### [EXERCISE PROMPT]
Every line of the entries below that carries the string "Badak" should be copied.

### [INPUT]
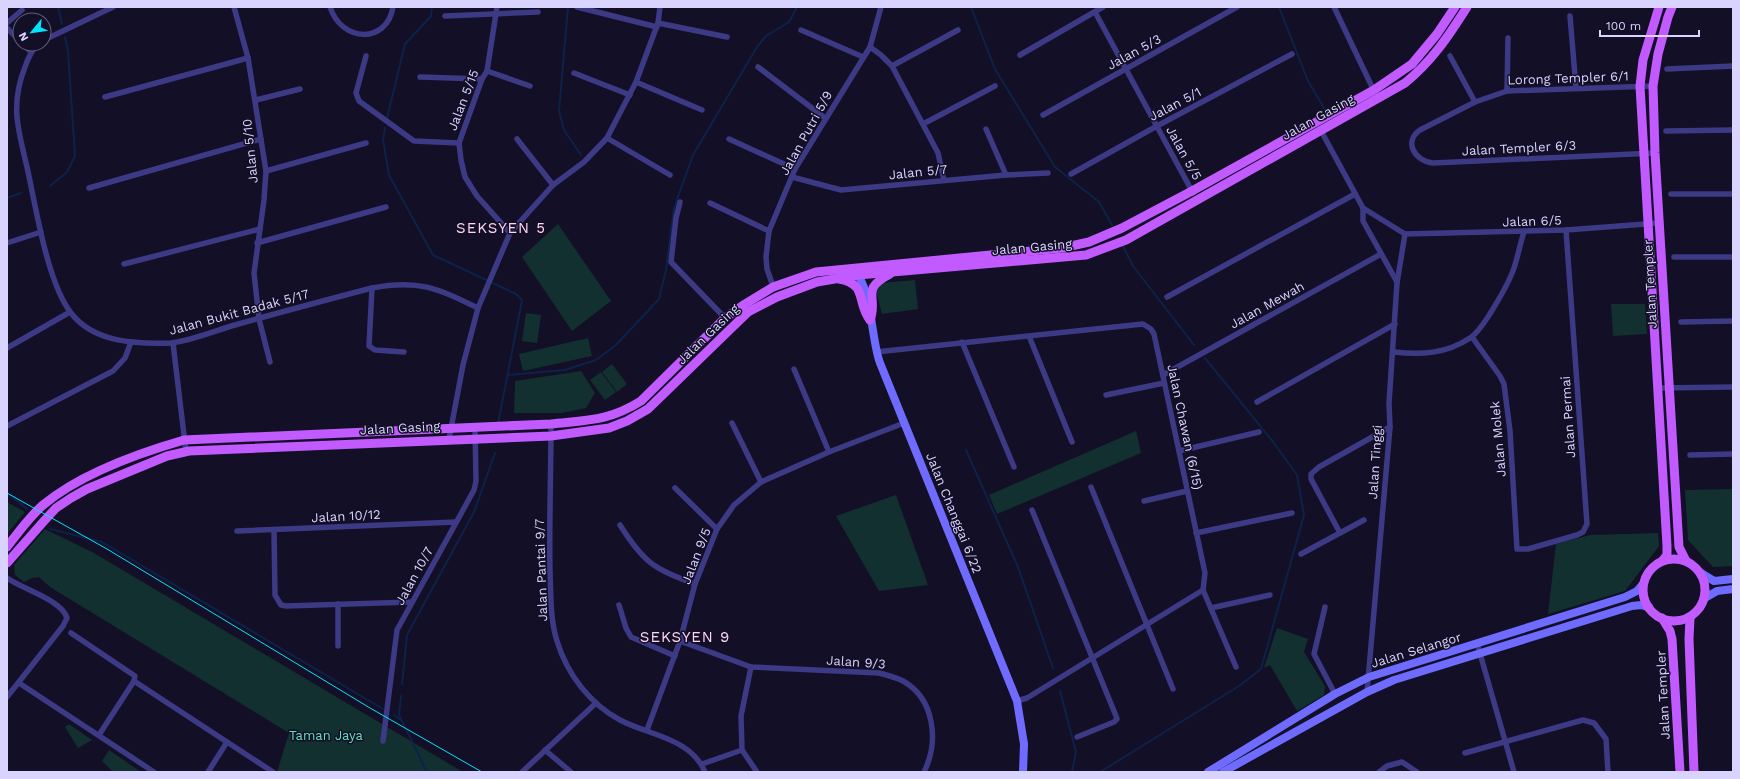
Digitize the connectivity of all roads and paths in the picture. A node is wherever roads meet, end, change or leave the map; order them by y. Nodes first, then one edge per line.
1 (234, 7) edge
2 (330, 7) edge
3 (393, 7) edge
4 (497, 7) edge
5 (577, 7) edge
6 (660, 7) edge
7 (881, 7) edge
8 (1103, 7) edge
9 (1236, 7) edge
10 (1334, 7) edge
11 (1455, 7) edge
12 (1467, 7) edge
13 (1659, 7) edge
14 (1672, 7) edge
15 (110, 8) edge
16 (22, 10) dead end
17 (538, 12) dead end
18 (1095, 12) junction
19 (496, 14) junction
20 (445, 16) dead end
21 (1570, 16) dead end
22 (7, 23) edge
23 (657, 25) junction
24 (801, 30) dead end
25 (958, 30) dead end
26 (52, 36) edge
27 (727, 37) dead end
28 (1508, 38) dead end
29 (870, 47) junction
30 (31, 52) edge
31 (1292, 54) dead end
32 (1020, 55) dead end
33 (366, 56) dead end
34 (1450, 56) dead end
35 (863, 57) junction
36 (248, 58) junction
37 (892, 66) junction
38 (1733, 66) edge
39 (758, 67) dead end
40 (1126, 69) junction
41 (1667, 69) dead end
42 (487, 71) junction
43 (574, 73) dead end
44 (420, 77) dead end
45 (482, 79) junction
46 (636, 82) junction
47 (530, 86) dead end
48 (995, 86) dead end
49 (1640, 86) junction
50 (1653, 86) junction
51 (1576, 88) junction
52 (300, 89) dead end
53 (1506, 90) junction
54 (630, 95) junction
55 (1376, 95) junction
56 (105, 97) dead end
57 (256, 100) junction
58 (1475, 102) junction
59 (702, 110) dead end
60 (1043, 115) dead end
61 (825, 118) junction
62 (1316, 122) junction
63 (923, 124) junction
64 (1157, 126) junction
65 (986, 129) dead end
66 (1420, 130) joint
67 (1733, 130) edge
68 (1321, 131) junction
69 (1666, 131) dead end
70 (607, 138) junction
71 (261, 139) junction
72 (517, 139) dead end
73 (728, 139) dead end
74 (366, 142) dead end
75 (459, 143) junction
76 (1643, 153) junction
77 (1655, 153) junction
78 (795, 169) junction
79 (266, 172) junction
80 (1048, 173) dead end
81 (1071, 174) dead end
82 (670, 175) dead end
83 (1006, 175) junction
84 (792, 177) junction
85 (944, 180) junction
86 (553, 185) junction
87 (89, 188) dead end
88 (1355, 194) junction
89 (1672, 194) dead end
90 (1733, 194) edge
91 (1195, 196) junction
92 (680, 202) dead end
93 (710, 203) dead end
94 (386, 207) dead end
95 (1363, 208) junction
96 (1659, 223) junction
97 (1649, 224) junction
98 (260, 229) junction
99 (1566, 230) junction
100 (768, 231) junction
101 (41, 232) junction
102 (1524, 232) junction
103 (510, 233) junction
104 (1405, 234) junction
105 (7, 243) edge
106 (257, 243) junction
107 (1381, 254) junction
108 (1674, 257) dead end
109 (1733, 257) edge
110 (124, 264) dead end
111 (850, 268) junction
112 (895, 272) junction
113 (858, 275) junction
114 (833, 278) junction
115 (1397, 283) junction
116 (773, 287) junction
117 (372, 288) junction
118 (777, 297) junction
119 (1168, 297) dead end
120 (478, 308) junction
121 (70, 312) junction
122 (725, 318) junction
123 (259, 319) junction
124 (870, 320) junction
125 (1733, 321) edge
126 (1681, 322) dead end
127 (1395, 324) junction
128 (1029, 336) junction
129 (1472, 337) junction
130 (131, 342) junction
131 (962, 342) junction
132 (173, 343) junction
133 (7, 348) edge
134 (404, 352) dead end
135 (876, 352) junction
136 (1394, 352) junction
137 (270, 362) dead end
138 (794, 369) dead end
139 (1163, 375) junction
140 (1164, 383) junction
141 (1733, 386) edge
142 (1658, 388) junction
143 (1669, 388) junction
144 (1106, 395) dead end
145 (1257, 402) dead end
146 (732, 423) dead end
147 (904, 423) junction
148 (551, 424) junction
149 (7, 426) edge
150 (475, 427) junction
151 (1390, 427) junction
152 (452, 428) junction
153 (1259, 432) dead end
154 (551, 436) junction
155 (449, 439) junction
156 (475, 439) junction
157 (184, 440) junction
158 (1072, 442) dead end
159 (1179, 451) junction
160 (186, 452) junction
161 (829, 452) junction
162 (1733, 454) edge
163 (1690, 455) dead end
164 (1014, 467) dead end
165 (761, 482) junction
166 (1090, 487) dead end
167 (675, 488) dead end
168 (1187, 491) junction
169 (1144, 501) dead end
170 (1032, 510) dead end
171 (1292, 513) dead end
172 (1364, 520) dead end
173 (456, 522) junction
174 (620, 525) dead end
175 (717, 529) junction
176 (274, 530) junction
177 (237, 532) dead end
178 (1340, 532) junction
179 (1196, 534) junction
180 (7, 547) edge
181 (1516, 549) joint
182 (1301, 554) dead end
183 (1663, 560) junction
184 (1686, 561) junction
185 (7, 563) edge
186 (1701, 574) junction
187 (1733, 579) edge
188 (8, 582) edge
189 (1644, 582) junction
190 (695, 584) junction
191 (1733, 589) edge
192 (1203, 590) junction
193 (1270, 595) dead end
194 (1705, 598) junction
195 (412, 602) junction
196 (338, 604) junction
197 (619, 605) dead end
198 (1325, 607) dead end
199 (1648, 607) junction
200 (1211, 608) junction
201 (1662, 618) junction
202 (1690, 618) junction
203 (1147, 625) junction
204 (71, 633) dead end
205 (680, 641) junction
206 (1477, 643) junction
207 (338, 646) dead end
208 (1480, 654) junction
209 (675, 656) junction
210 (1093, 658) junction
211 (751, 667) junction
212 (1236, 667) dead end
213 (1369, 677) junction
214 (134, 681) junction
215 (19, 683) junction
216 (1173, 689) dead end
217 (1367, 692) junction
218 (1335, 694) junction
219 (7, 698) edge
220 (1017, 701) junction
221 (596, 703) junction
222 (647, 730) junction
223 (99, 735) junction
224 (1077, 737) dead end
225 (383, 741) dead end
226 (227, 742) junction
227 (1505, 743) junction
228 (545, 750) junction
229 (742, 750) junction
230 (1465, 753) dead end
231 (702, 764) junction
232 (154, 772) edge
233 (208, 772) edge
234 (273, 772) edge
235 (522, 772) edge
236 (571, 772) edge
237 (705, 772) edge
238 (757, 772) edge
239 (924, 772) edge
240 (1023, 772) edge
241 (1208, 772) edge
242 (1223, 772) edge
243 (1379, 772) edge
244 (1417, 772) edge
245 (1514, 772) edge
246 (1608, 772) edge
247 (1680, 772) edge
248 (1694, 772) edge

1 - 36 street, Jalan 5/10
2 - 3 street
4 - 19 street, Jalan 5/15
5 - 23 street
6 - 23 street
7 - 29 street, Jalan Putri 5/9
8 - 18 street
9 - 40 street, Jalan 5/3
10 - 55 street
11 - 55 main road, Jalan Gasing
12 - 55 main road, Jalan Gasing
13 - 49 main road, Jalan Templer
14 - 50 main road, Jalan Templer
15 - 26 street
16 - 22 street
17 - 19 street
18 - 32 street
18 - 40 street, Jalan 5/5
19 - 20 street
19 - 42 street, Jalan 5/15
21 - 51 street
23 - 27 street
23 - 46 street
24 - 35 street
25 - 37 street
28 - 53 street
29 - 35 street, Jalan Putri 5/9
29 - 37 street
30 - 101 street, Jalan Bukit Badak 5/17
31 - 64 street, Jalan 5/1
33 - 75 street
34 - 58 street
35 - 61 street, Jalan Putri 5/9
36 - 56 street
36 - 57 street, Jalan 5/10
37 - 63 street
38 - 41 street
39 - 61 street
40 - 60 street, Jalan 5/3
40 - 64 street, Jalan 5/5
42 - 45 street, Jalan 5/15
42 - 47 street
43 - 54 street
44 - 45 street
45 - 75 street, Jalan 5/15
46 - 54 street
46 - 59 street
48 - 63 street
49 - 50 street, Lorong Templer 6/1
49 - 51 street, Lorong Templer 6/1
49 - 76 main road, Jalan Templer
50 - 77 main road, Jalan Templer
51 - 53 street, Lorong Templer 6/1
52 - 57 street
53 - 58 street, Lorong Templer 6/1
54 - 70 street
55 - 62 main road, Jalan Gasing
55 - 68 main road, Jalan Gasing
57 - 71 street, Jalan 5/10
58 - 66 street, Lorong Templer 6/1
61 - 78 street, Jalan Putri 5/9
62 - 68 street
62 - 91 main road, Jalan Gasing
63 - 85 street
64 - 81 street, Jalan 5/1
64 - 91 street, Jalan 5/5
65 - 83 street
66 - 76 street, Jalan Templer 6/3
67 - 69 street
68 - 88 street
68 - 91 main road, Jalan Gasing
70 - 82 street
70 - 86 street
71 - 79 street, Jalan 5/10
71 - 87 street
72 - 86 street
73 - 78 street
74 - 79 street
75 - 103 street, Jalan 5/15
76 - 77 street, Jalan Templer 6/3
76 - 97 main road, Jalan Templer
77 - 96 main road, Jalan Templer
78 - 84 street, Jalan Putri 5/9
79 - 98 street, Jalan 5/10
80 - 83 street, Jalan 5/7
83 - 85 street, Jalan 5/7
84 - 85 street, Jalan 5/7
84 - 100 street, Jalan Putri 5/9
86 - 103 street
88 - 95 street
88 - 119 street
89 - 90 street
91 - 111 main road, Jalan Gasing
91 - 112 main road, Jalan Gasing
92 - 122 street
93 - 100 street
94 - 106 street
95 - 104 street
95 - 107 street
96 - 97 street, Jalan 6/5
96 - 143 main road, Jalan Templer
97 - 99 street, Jalan 6/5
97 - 142 main road, Jalan Templer
98 - 106 street, Jalan 5/10
98 - 110 street
99 - 102 street, Jalan 6/5
99 - 181 street, Jalan Permai
100 - 116 street, Jalan Putri 5/9
101 - 105 street
101 - 121 street, Jalan Bukit Badak 5/17
102 - 104 street, Jalan 6/5
102 - 129 street
103 - 120 street
104 - 115 street, Jalan Tinggi
106 - 123 street, Jalan 5/10
107 - 115 street
107 - 139 street, Jalan Mewah
108 - 109 street
111 - 113 main road, Jalan Changgai 6/22
111 - 116 main road, Jalan Gasing
112 - 113 main road, Jalan Gasing
112 - 124 main road
113 - 114 main road, Jalan Gasing
113 - 124 main road, Jalan Changgai 6/22
114 - 118 main road, Jalan Gasing
114 - 124 main road
115 - 127 street, Jalan Tinggi
116 - 118 street, Jalan Putri 5/9
116 - 122 main road, Jalan Gasing
117 - 120 street, Jalan Bukit Badak 5/17
117 - 123 street, Jalan Bukit Badak 5/17
117 - 134 street
118 - 154 main road, Jalan Gasing
120 - 152 street
121 - 130 street, Jalan Bukit Badak 5/17
121 - 133 street
122 - 148 main road, Jalan Gasing
123 - 132 street, Jalan Bukit Badak 5/17
123 - 137 street, Jalan 5/10
124 - 135 main road, Jalan Changgai 6/22
125 - 126 street
127 - 136 street, Jalan Tinggi
127 - 145 street
128 - 131 street, Jalan Chawan (6/15)
128 - 139 street, Jalan Chawan (6/15)
128 - 158 street
129 - 136 street
129 - 181 street, Jalan Molek
130 - 132 street, Jalan Bukit Badak 5/17
130 - 149 street
131 - 135 street, Jalan Chawan (6/15)
131 - 164 street
132 - 157 street
135 - 147 main road, Jalan Changgai 6/22
136 - 151 street, Jalan Tinggi
138 - 161 street
139 - 140 street, Jalan Chawan (6/15)
140 - 144 street
140 - 159 street, Jalan Chawan (6/15)
141 - 143 street
142 - 143 street
142 - 183 main road, Jalan Templer
143 - 184 main road, Jalan Templer
146 - 165 street
147 - 161 street, Jalan 9/5
147 - 220 main road, Jalan Changgai 6/22
148 - 150 main road, Jalan Gasing
148 - 154 street, Jalan Pantai 9/7
150 - 152 main road, Jalan Gasing
150 - 156 street, Jalan 10/7
151 - 178 street
151 - 213 street, Jalan Tinggi
152 - 155 street
152 - 157 main road, Jalan Gasing
153 - 159 street
154 - 156 main road, Jalan Gasing
154 - 221 street, Jalan Pantai 9/7
155 - 156 main road, Jalan Gasing
155 - 160 main road, Jalan Gasing
156 - 173 street, Jalan 10/7
157 - 160 street
157 - 180 main road, Jalan Gasing
159 - 168 street, Jalan Chawan (6/15)
160 - 185 main road, Jalan Gasing
161 - 165 street, Jalan 9/5
162 - 163 street
165 - 175 street, Jalan 9/5
166 - 203 street
167 - 175 street
168 - 169 street
168 - 179 street, Jalan Chawan (6/15)
170 - 210 street
171 - 179 street
172 - 178 street
173 - 176 street, Jalan 10/12
173 - 195 street, Jalan 10/7
174 - 190 street
175 - 190 street, Jalan 9/5
176 - 177 street, Jalan 10/12
176 - 196 street
178 - 182 street
179 - 192 street, Jalan Chawan (6/15)
183 - 184 main road
183 - 189 main road
184 - 186 main road
186 - 187 main road
186 - 194 main road
188 - 215 street
189 - 199 main road
189 - 206 main road, Jalan Selangor
190 - 205 street, Jalan 9/5
191 - 194 main road
192 - 200 street
192 - 203 street
193 - 200 street
194 - 202 main road
195 - 196 street
195 - 225 street, Jalan 10/7
196 - 207 street
197 - 209 street
198 - 218 street
199 - 201 main road
199 - 208 main road, Jalan Selangor
200 - 212 street
201 - 202 main road
201 - 247 main road, Jalan Templer
202 - 248 main road, Jalan Templer
203 - 210 street
203 - 216 street
204 - 214 street
205 - 209 street, Jalan 9/5
205 - 211 street, Jalan 9/3
206 - 208 street
206 - 213 main road, Jalan Selangor
208 - 217 main road, Jalan Selangor
208 - 227 street
209 - 222 street, Jalan 9/5
210 - 220 street
210 - 224 street
211 - 229 street
211 - 239 street, Jalan 9/3
213 - 217 street, Jalan Tinggi
213 - 218 main road, Jalan Selangor
214 - 223 street
214 - 226 street
215 - 219 street
215 - 223 street
217 - 242 main road, Jalan Selangor
218 - 241 main road, Jalan Selangor
220 - 240 main road, Jalan Changgai 6/22
221 - 222 street, Jalan Pantai 9/7
221 - 228 street
222 - 231 street, Jalan Pantai 9/7
223 - 232 street
226 - 233 street
226 - 234 street
227 - 230 street
227 - 245 street
227 - 246 street
228 - 235 street
228 - 236 street
229 - 231 street
229 - 238 street
231 - 237 street, Jalan Pantai 9/7
243 - 244 street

### [SOLUTION]
30 - 101 street, Jalan Bukit Badak 5/17
101 - 121 street, Jalan Bukit Badak 5/17
117 - 120 street, Jalan Bukit Badak 5/17
117 - 123 street, Jalan Bukit Badak 5/17
121 - 130 street, Jalan Bukit Badak 5/17
123 - 132 street, Jalan Bukit Badak 5/17
130 - 132 street, Jalan Bukit Badak 5/17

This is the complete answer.